Problemnya muncul ketika regulasi dihadapkan pada dua tuntutan yang sama-sama penting: menjaga sensitivitas masyarakat terhadap isu agama dan membuka ruang refleksi kritis yang ditawarkan film. Kondisi ini memperlihatkan bahwa film dapat dipahami lebih dari hiburan. Ia bekerja sebagai ritual sekular, meminjam konsep Bell, yang memungkinkan nilai-nilai keagamaan dipertanyakan, diperdebatkan, dan dinegosiasikan.

Film sebagai Ruang Negosiasi Sosial-Religius Film-film kontroversial seperti di atas menegaskan bahwa perdebatan publik merupakan bagian dari ritual sekular itu sendiri. Pola adegan, ritme naratif, dan keterlibatan penonton membentuk pengalaman kolektif yang merefleksikan ketegangan sosial dan religius. Alih-alih semata provokasi, film yang dinilai sensitif justru memicu refleksi kritis tentang batas ekspresi, interpretasi moral, serta dinamika norma keagamaan di masyarakat.
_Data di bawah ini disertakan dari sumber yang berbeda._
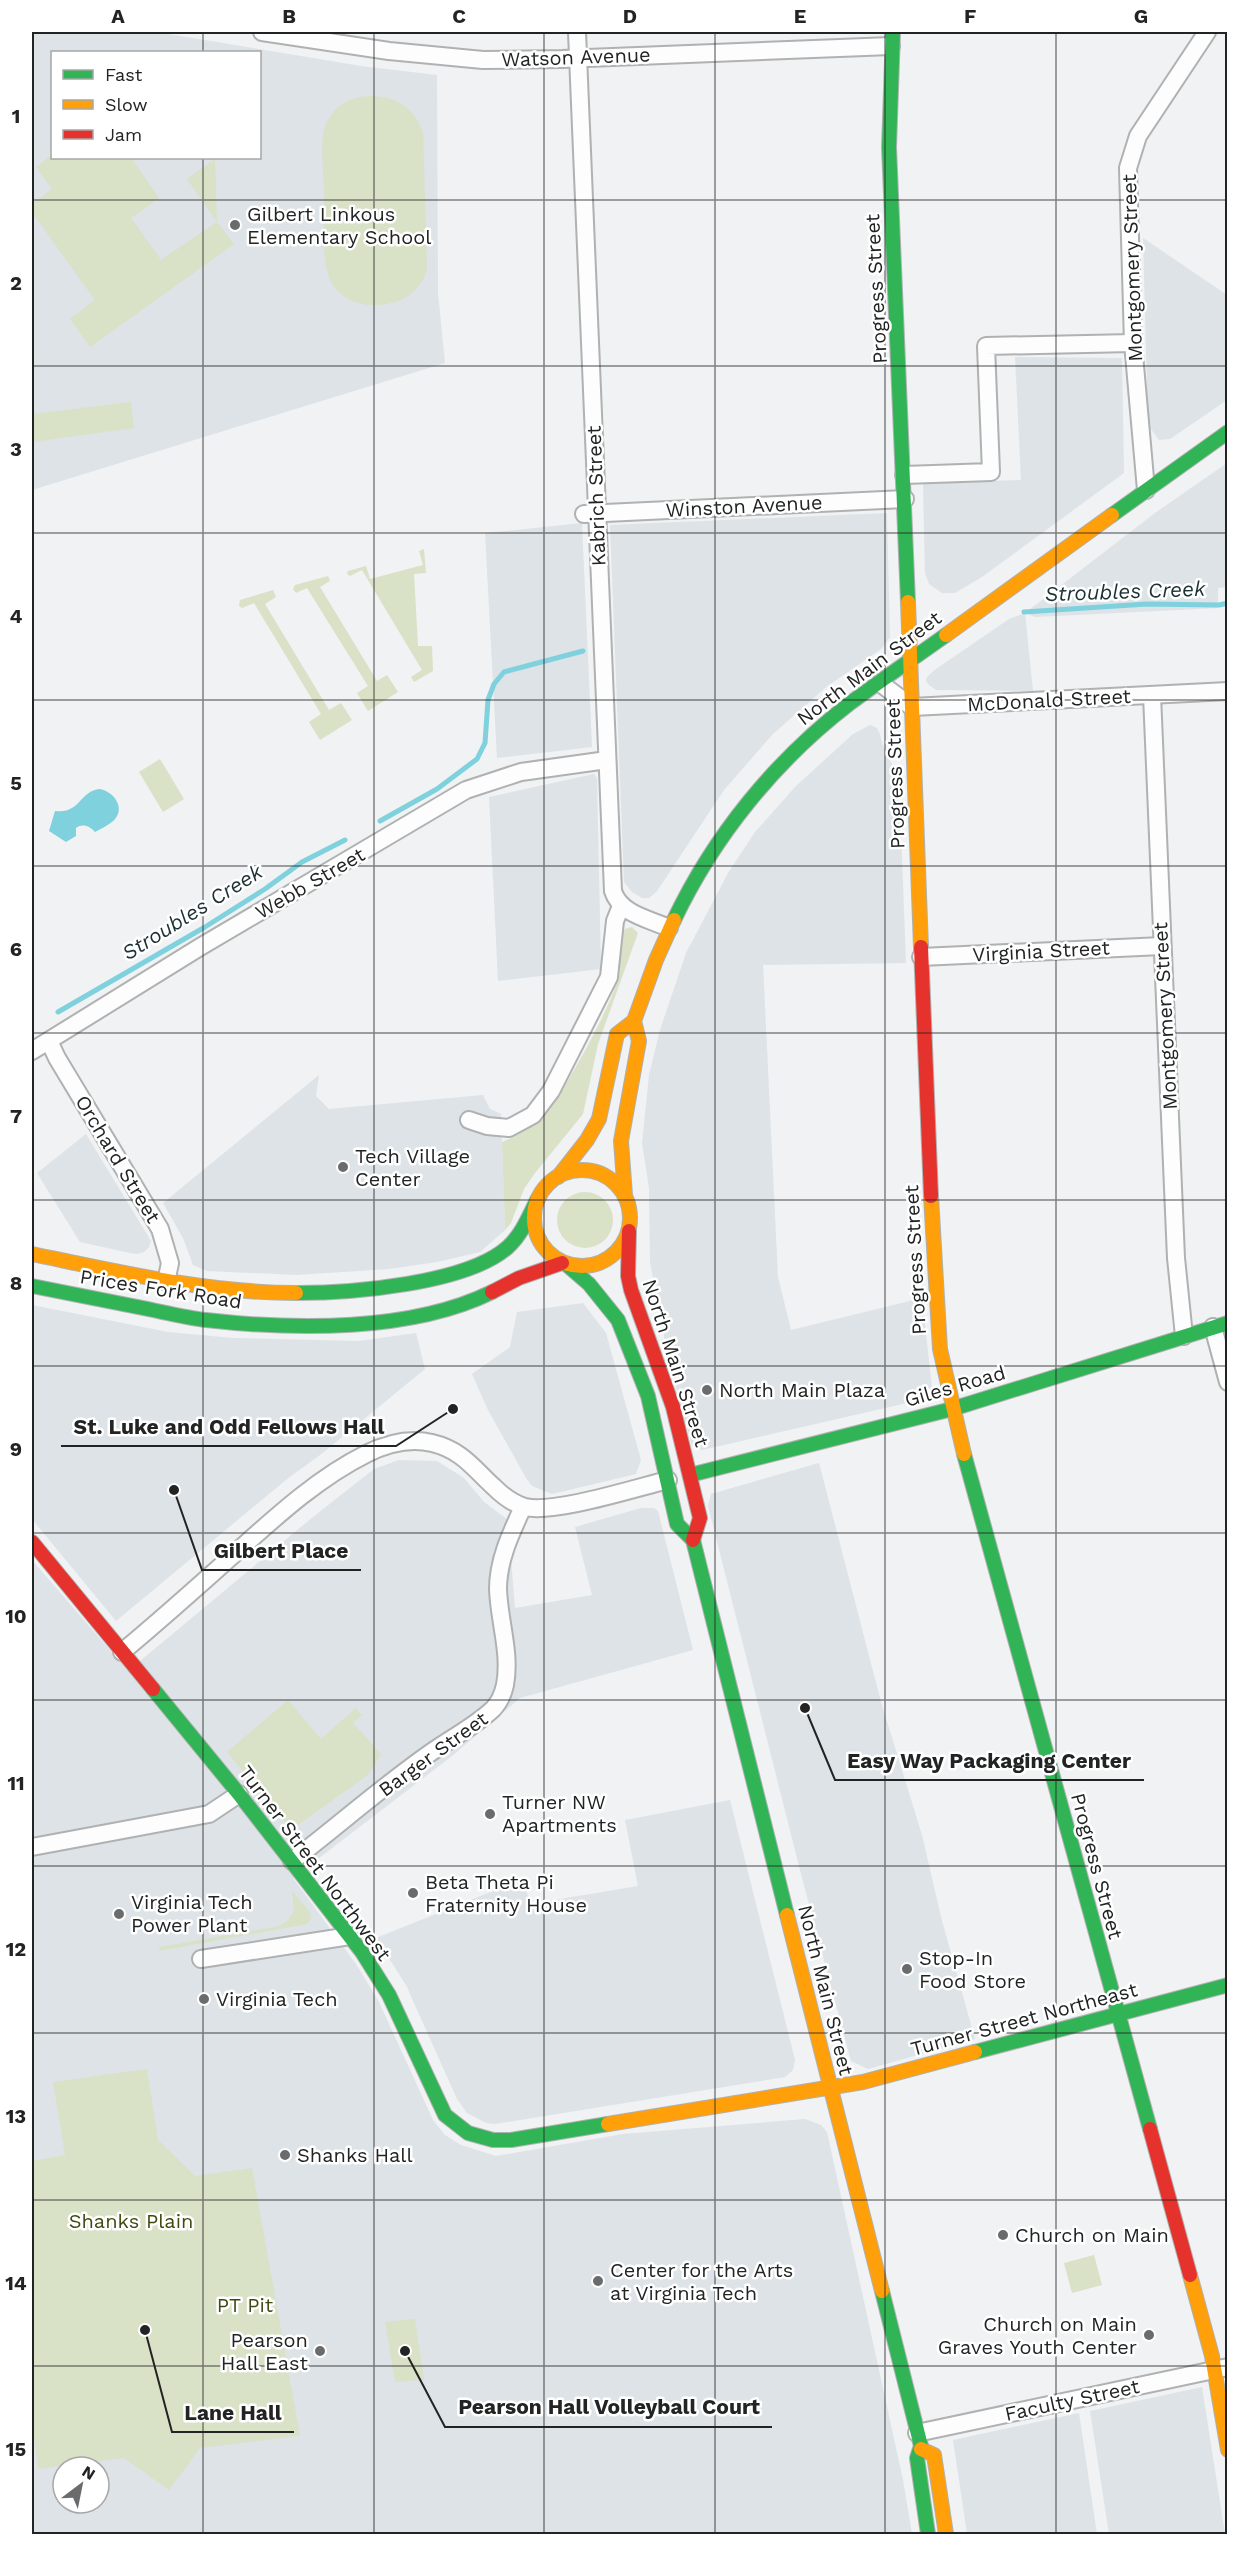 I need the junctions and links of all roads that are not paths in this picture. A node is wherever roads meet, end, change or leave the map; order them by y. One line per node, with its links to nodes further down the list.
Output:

Dalam kerangka ini, film berfungsi sebagai barometer sosial-religius, yaitu memperlihatkan sejauh mana publik mampu menegosiasikan nilai, merespons inovasi naratif, dan memproses konflik spiritual secara kolektif.

Memahami film sebagai ritual sekular membuka ruang untuk menilai interaksi antara media, publik, dan norma keagamaan secara lebih mendalam. Kontroversi yang muncul tidak hanya terkait isi cerita, tetapi juga cara penonton memaknai dan menegosiasikan representasi agama dalam ruang publik.

Dari perspektif ini, Munkar dan Kiblat bukan sekadar contoh film provokatif, melainkan arena di mana ketegangan moral dan religius diuji, dibicarakan, dan bahkan dipertanyakan ulang dalam bingkai pengalaman kolektif. Kondisi ini, bagi lembaga seperti Lembaga Sensor Film (LSF), menghadirkan dilema kritis.

Di satu sisi, LSF bertugas menjaga sensitivitas publik dan memastikan agar representasi agama tidak melukai keyakinan masyarakat. Di sisi lain, terlalu ketat membatasi ekspresi artistik berpotensi menghambat pertumbuhan industri film nasional.

Posisi proporsional dari lembaga ini perlu ditembuh guna melindungi ruang publik dari representasi yang meresahkan, sembari mengakui film sebagai medium refleksi sosial-agama yang penting bagi masyarakat demokratis. Dengan cara ini, film kontroversial dapat dipahami tidak lagi sebagai hal yang intimidatif, melainkan sebagai peluang untuk memperluas ruang diskusi, memperkaya imajinasi kultural, dan merekonstruksi relasi antara narasi, agama, dan publik di Indonesia kontemporer.